Se observa en términos porcentuales que de un total aproximado de 4 millones de personas que habrían perdido la vida en lo que va de la pandemia hasta mayo de 2021, el 47,50% serían del continente americano, mientras que el 30,25% corresponderían al continente europeo, el 17.60% del continente asiático, en el africano habrían muerto el 4,6% y finalmente en Oceanía un promedio equivalente al 0,04%.
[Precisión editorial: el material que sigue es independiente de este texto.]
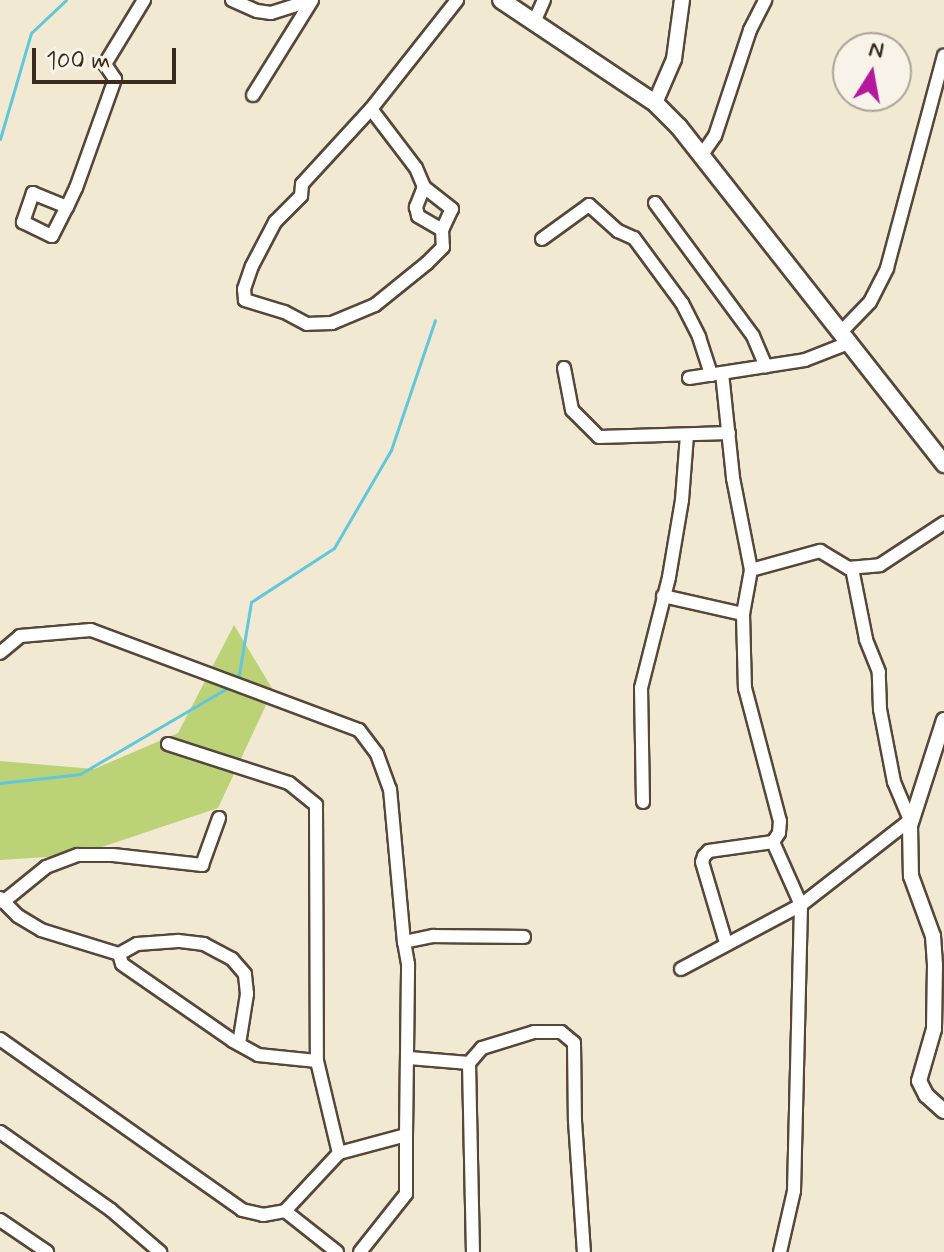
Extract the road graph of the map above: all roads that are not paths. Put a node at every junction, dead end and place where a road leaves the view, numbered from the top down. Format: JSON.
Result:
{"nodes":[{"id":1,"x":144,"y":0,"type":"edge"},
{"id":2,"x":232,"y":0,"type":"edge"},
{"id":3,"x":457,"y":0,"type":"edge"},
{"id":4,"x":501,"y":0,"type":"edge"},
{"id":5,"x":544,"y":0,"type":"edge"},
{"id":6,"x":682,"y":0,"type":"edge"},
{"id":7,"x":765,"y":0,"type":"edge"},
{"id":8,"x":312,"y":1,"type":"edge"},
{"id":9,"x":535,"y":20,"type":"junction"},
{"id":10,"x":944,"y":56,"type":"edge"},
{"id":11,"x":253,"y":95,"type":"dead end"},
{"id":12,"x":655,"y":103,"type":"junction"},
{"id":13,"x":371,"y":109,"type":"junction"},
{"id":14,"x":703,"y":153,"type":"junction"},
{"id":15,"x":424,"y":187,"type":"junction"},
{"id":16,"x":655,"y":203,"type":"dead end"},
{"id":17,"x":67,"y":207,"type":"dead end"},
{"id":18,"x":442,"y":230,"type":"junction"},
{"id":19,"x":542,"y":239,"type":"dead end"},
{"id":20,"x":847,"y":337,"type":"junction"},
{"id":21,"x":766,"y":366,"type":"junction"},
{"id":22,"x":564,"y":368,"type":"dead end"},
{"id":23,"x":717,"y":374,"type":"junction"},
{"id":24,"x":689,"y":378,"type":"dead end"},
{"id":25,"x":729,"y":433,"type":"junction"},
{"id":26,"x":687,"y":435,"type":"junction"},
{"id":27,"x":944,"y":464,"type":"edge"},
{"id":28,"x":944,"y":523,"type":"edge"},
{"id":29,"x":852,"y":568,"type":"junction"},
{"id":30,"x":751,"y":570,"type":"junction"},
{"id":31,"x":663,"y":596,"type":"junction"},
{"id":32,"x":743,"y":614,"type":"junction"},
{"id":33,"x":0,"y":653,"type":"edge"},
{"id":34,"x":944,"y":720,"type":"edge"},
{"id":35,"x":168,"y":744,"type":"dead end"},
{"id":36,"x":643,"y":802,"type":"dead end"},
{"id":37,"x":219,"y":818,"type":"dead end"},
{"id":38,"x":910,"y":820,"type":"junction"},
{"id":39,"x":773,"y":842,"type":"junction"},
{"id":40,"x":2,"y":900,"type":"edge"},
{"id":41,"x":801,"y":905,"type":"junction"},
{"id":42,"x":524,"y":937,"type":"dead end"},
{"id":43,"x":404,"y":942,"type":"junction"},
{"id":44,"x":726,"y":943,"type":"junction"},
{"id":45,"x":119,"y":954,"type":"junction"},
{"id":46,"x":681,"y":969,"type":"dead end"},
{"id":47,"x":0,"y":1039,"type":"edge"},
{"id":48,"x":239,"y":1044,"type":"junction"},
{"id":49,"x":409,"y":1058,"type":"junction"},
{"id":50,"x":317,"y":1061,"type":"junction"},
{"id":51,"x":469,"y":1063,"type":"junction"},
{"id":52,"x":944,"y":1111,"type":"edge"},
{"id":53,"x":0,"y":1132,"type":"edge"},
{"id":54,"x":406,"y":1135,"type":"junction"},
{"id":55,"x":339,"y":1153,"type":"junction"},
{"id":56,"x":285,"y":1211,"type":"junction"},
{"id":57,"x":3,"y":1227,"type":"edge"},
{"id":58,"x":47,"y":1252,"type":"edge"},
{"id":59,"x":160,"y":1252,"type":"edge"},
{"id":60,"x":337,"y":1252,"type":"edge"},
{"id":61,"x":360,"y":1252,"type":"edge"},
{"id":62,"x":473,"y":1252,"type":"edge"},
{"id":63,"x":584,"y":1252,"type":"edge"},
{"id":64,"x":780,"y":1252,"type":"edge"}],
"edges":[{"from":1,"to":17,"type":"street"},
{"from":2,"to":8,"type":"street"},
{"from":3,"to":13,"type":"street"},
{"from":4,"to":9,"type":"main road"},
{"from":5,"to":9,"type":"street"},
{"from":6,"to":12,"type":"street"},
{"from":7,"to":14,"type":"street"},
{"from":8,"to":11,"type":"street"},
{"from":9,"to":12,"type":"main road"},
{"from":10,"to":20,"type":"street"},
{"from":12,"to":14,"type":"main road"},
{"from":13,"to":15,"type":"street"},
{"from":13,"to":18,"type":"street"},
{"from":14,"to":20,"type":"main road"},
{"from":15,"to":18,"type":"street"},
{"from":15,"to":18,"type":"street"},
{"from":16,"to":21,"type":"street"},
{"from":19,"to":23,"type":"street"},
{"from":20,"to":21,"type":"street"},
{"from":20,"to":27,"type":"main road"},
{"from":21,"to":23,"type":"street"},
{"from":22,"to":26,"type":"street"},
{"from":23,"to":24,"type":"street"},
{"from":23,"to":25,"type":"street"},
{"from":25,"to":26,"type":"street"},
{"from":25,"to":30,"type":"street"},
{"from":26,"to":31,"type":"street"},
{"from":28,"to":29,"type":"street"},
{"from":29,"to":30,"type":"street"},
{"from":29,"to":38,"type":"street"},
{"from":30,"to":32,"type":"street"},
{"from":31,"to":32,"type":"street"},
{"from":31,"to":36,"type":"street"},
{"from":32,"to":39,"type":"street"},
{"from":33,"to":43,"type":"street"},
{"from":34,"to":38,"type":"street"},
{"from":35,"to":50,"type":"street"},
{"from":37,"to":40,"type":"street"},
{"from":38,"to":41,"type":"street"},
{"from":38,"to":52,"type":"street"},
{"from":39,"to":41,"type":"street"},
{"from":39,"to":44,"type":"street"},
{"from":40,"to":45,"type":"street"},
{"from":41,"to":44,"type":"street"},
{"from":41,"to":64,"type":"street"},
{"from":42,"to":43,"type":"street"},
{"from":43,"to":49,"type":"street"},
{"from":44,"to":46,"type":"street"},
{"from":45,"to":48,"type":"street"},
{"from":45,"to":48,"type":"street"},
{"from":47,"to":56,"type":"street"},
{"from":48,"to":50,"type":"street"},
{"from":49,"to":51,"type":"street"},
{"from":49,"to":54,"type":"street"},
{"from":50,"to":55,"type":"street"},
{"from":51,"to":62,"type":"street"},
{"from":51,"to":63,"type":"street"},
{"from":53,"to":59,"type":"street"},
{"from":54,"to":55,"type":"street"},
{"from":54,"to":61,"type":"street"},
{"from":55,"to":56,"type":"street"},
{"from":56,"to":60,"type":"street"},
{"from":57,"to":58,"type":"street"}]}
Llama la atención que el mayor número registrado hasta ahora de la población que sucumbió frente a la pandemia no fue aquella que vivía en las zonas vulnerable de las regiones de la África Subsahariana y el sur de Asia, o países en “vías de desarrollo” que históricamente han sido considerados como los pobres del planeta, producto del bajo nivel de ingresos de sus habitantes, bajo nivel de vida, total dependencia económica, baja atención de salud, deficiencia en la alimentación y alto grado de insalubridad. los

Las estadísticas revelan que el mayor porcentaje de los que perdieron la vida por la emergencia sanitaria, fueron personas que en su mayoría poblaban los países denominados desarrollados o del primer mundo que se ubican en América, Europa y Asia, en donde sus habitantes en su mayoría disfrutan de una excelente calidad de vida, un adecuado sistema de salud, un elevado ingreso per cápita, un adecuado desarrollo humano y por tanto, gozan de un alto grado de salubridad.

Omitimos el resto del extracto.